**PROBLEM STATEMENT:**
Give back all of the records, exactly and completely.

**SUPPLIED DATA:**
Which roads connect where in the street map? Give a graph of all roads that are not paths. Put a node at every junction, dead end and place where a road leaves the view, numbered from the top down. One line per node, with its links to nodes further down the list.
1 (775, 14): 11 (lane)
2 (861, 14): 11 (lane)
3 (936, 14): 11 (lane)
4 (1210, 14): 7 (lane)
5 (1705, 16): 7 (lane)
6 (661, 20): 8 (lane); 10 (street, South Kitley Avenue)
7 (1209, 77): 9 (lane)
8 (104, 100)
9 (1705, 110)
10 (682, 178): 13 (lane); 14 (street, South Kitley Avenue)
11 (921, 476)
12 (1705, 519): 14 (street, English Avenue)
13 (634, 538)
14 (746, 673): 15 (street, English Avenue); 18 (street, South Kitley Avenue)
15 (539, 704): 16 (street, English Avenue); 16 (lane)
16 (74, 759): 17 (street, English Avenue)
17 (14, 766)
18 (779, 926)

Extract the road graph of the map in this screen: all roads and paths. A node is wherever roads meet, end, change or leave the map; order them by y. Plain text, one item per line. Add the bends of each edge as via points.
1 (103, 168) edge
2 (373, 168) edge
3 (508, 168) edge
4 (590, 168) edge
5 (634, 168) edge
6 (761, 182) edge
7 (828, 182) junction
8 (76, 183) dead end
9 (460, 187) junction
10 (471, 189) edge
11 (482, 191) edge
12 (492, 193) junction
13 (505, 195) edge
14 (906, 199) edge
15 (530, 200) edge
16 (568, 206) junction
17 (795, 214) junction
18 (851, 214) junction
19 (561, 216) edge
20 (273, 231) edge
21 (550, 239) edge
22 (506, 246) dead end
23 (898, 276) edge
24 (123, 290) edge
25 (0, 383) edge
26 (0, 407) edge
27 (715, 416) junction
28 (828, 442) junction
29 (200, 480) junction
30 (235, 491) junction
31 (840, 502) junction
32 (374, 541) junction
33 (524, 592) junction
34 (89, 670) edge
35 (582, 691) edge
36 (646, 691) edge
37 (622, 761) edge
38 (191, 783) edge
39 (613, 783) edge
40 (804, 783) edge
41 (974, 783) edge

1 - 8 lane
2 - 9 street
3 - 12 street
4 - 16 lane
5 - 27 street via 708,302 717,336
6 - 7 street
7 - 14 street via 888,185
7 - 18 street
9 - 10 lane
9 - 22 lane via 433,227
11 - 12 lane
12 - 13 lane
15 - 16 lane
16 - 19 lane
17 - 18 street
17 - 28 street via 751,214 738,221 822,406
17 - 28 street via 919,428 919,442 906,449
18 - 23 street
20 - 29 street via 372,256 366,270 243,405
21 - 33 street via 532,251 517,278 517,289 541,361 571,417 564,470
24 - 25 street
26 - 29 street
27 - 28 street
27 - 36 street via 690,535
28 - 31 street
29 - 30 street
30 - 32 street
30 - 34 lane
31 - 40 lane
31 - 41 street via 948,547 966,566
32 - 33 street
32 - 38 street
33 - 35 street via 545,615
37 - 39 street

**EXERCISE SOLUTION:**
Which roads connect where in the street map? Give a graph of all roads that are not paths. Put a node at every junction, dead end and place where a road leaves the view, numbered from the top down. One line per node, with its links to nodes further down the list.
1 (775, 14): 11 (lane)
2 (861, 14): 11 (lane)
3 (936, 14): 11 (lane)
4 (1210, 14): 7 (lane)
5 (1705, 16): 7 (lane)
6 (661, 20): 8 (lane); 10 (street, South Kitley Avenue)
7 (1209, 77): 9 (lane)
8 (104, 100)
9 (1705, 110)
10 (682, 178): 13 (lane); 14 (street, South Kitley Avenue)
11 (921, 476)
12 (1705, 519): 14 (street, English Avenue)
13 (634, 538)
14 (746, 673): 15 (street, English Avenue); 18 (street, South Kitley Avenue)
15 (539, 704): 16 (street, English Avenue); 16 (lane)
16 (74, 759): 17 (street, English Avenue)
17 (14, 766)
18 (779, 926)

Extract the road graph of the map in this screen: all roads and paths. A node is wherever roads meet, end, change or leave the map; order them by y. Plain text, one item per line. Add the bends of each edge as via points.
1 (103, 168) edge
2 (373, 168) edge
3 (508, 168) edge
4 (590, 168) edge
5 (634, 168) edge
6 (761, 182) edge
7 (828, 182) junction
8 (76, 183) dead end
9 (460, 187) junction
10 (471, 189) edge
11 (482, 191) edge
12 (492, 193) junction
13 (505, 195) edge
14 (906, 199) edge
15 (530, 200) edge
16 (568, 206) junction
17 (795, 214) junction
18 (851, 214) junction
19 (561, 216) edge
20 (273, 231) edge
21 (550, 239) edge
22 (506, 246) dead end
23 (898, 276) edge
24 (123, 290) edge
25 (0, 383) edge
26 (0, 407) edge
27 (715, 416) junction
28 (828, 442) junction
29 (200, 480) junction
30 (235, 491) junction
31 (840, 502) junction
32 (374, 541) junction
33 (524, 592) junction
34 (89, 670) edge
35 (582, 691) edge
36 (646, 691) edge
37 (622, 761) edge
38 (191, 783) edge
39 (613, 783) edge
40 (804, 783) edge
41 (974, 783) edge

1 - 8 lane
2 - 9 street
3 - 12 street
4 - 16 lane
5 - 27 street via 708,302 717,336
6 - 7 street
7 - 14 street via 888,185
7 - 18 street
9 - 10 lane
9 - 22 lane via 433,227
11 - 12 lane
12 - 13 lane
15 - 16 lane
16 - 19 lane
17 - 18 street
17 - 28 street via 751,214 738,221 822,406
17 - 28 street via 919,428 919,442 906,449
18 - 23 street
20 - 29 street via 372,256 366,270 243,405
21 - 33 street via 532,251 517,278 517,289 541,361 571,417 564,470
24 - 25 street
26 - 29 street
27 - 28 street
27 - 36 street via 690,535
28 - 31 street
29 - 30 street
30 - 32 street
30 - 34 lane
31 - 40 lane
31 - 41 street via 948,547 966,566
32 - 33 street
32 - 38 street
33 - 35 street via 545,615
37 - 39 street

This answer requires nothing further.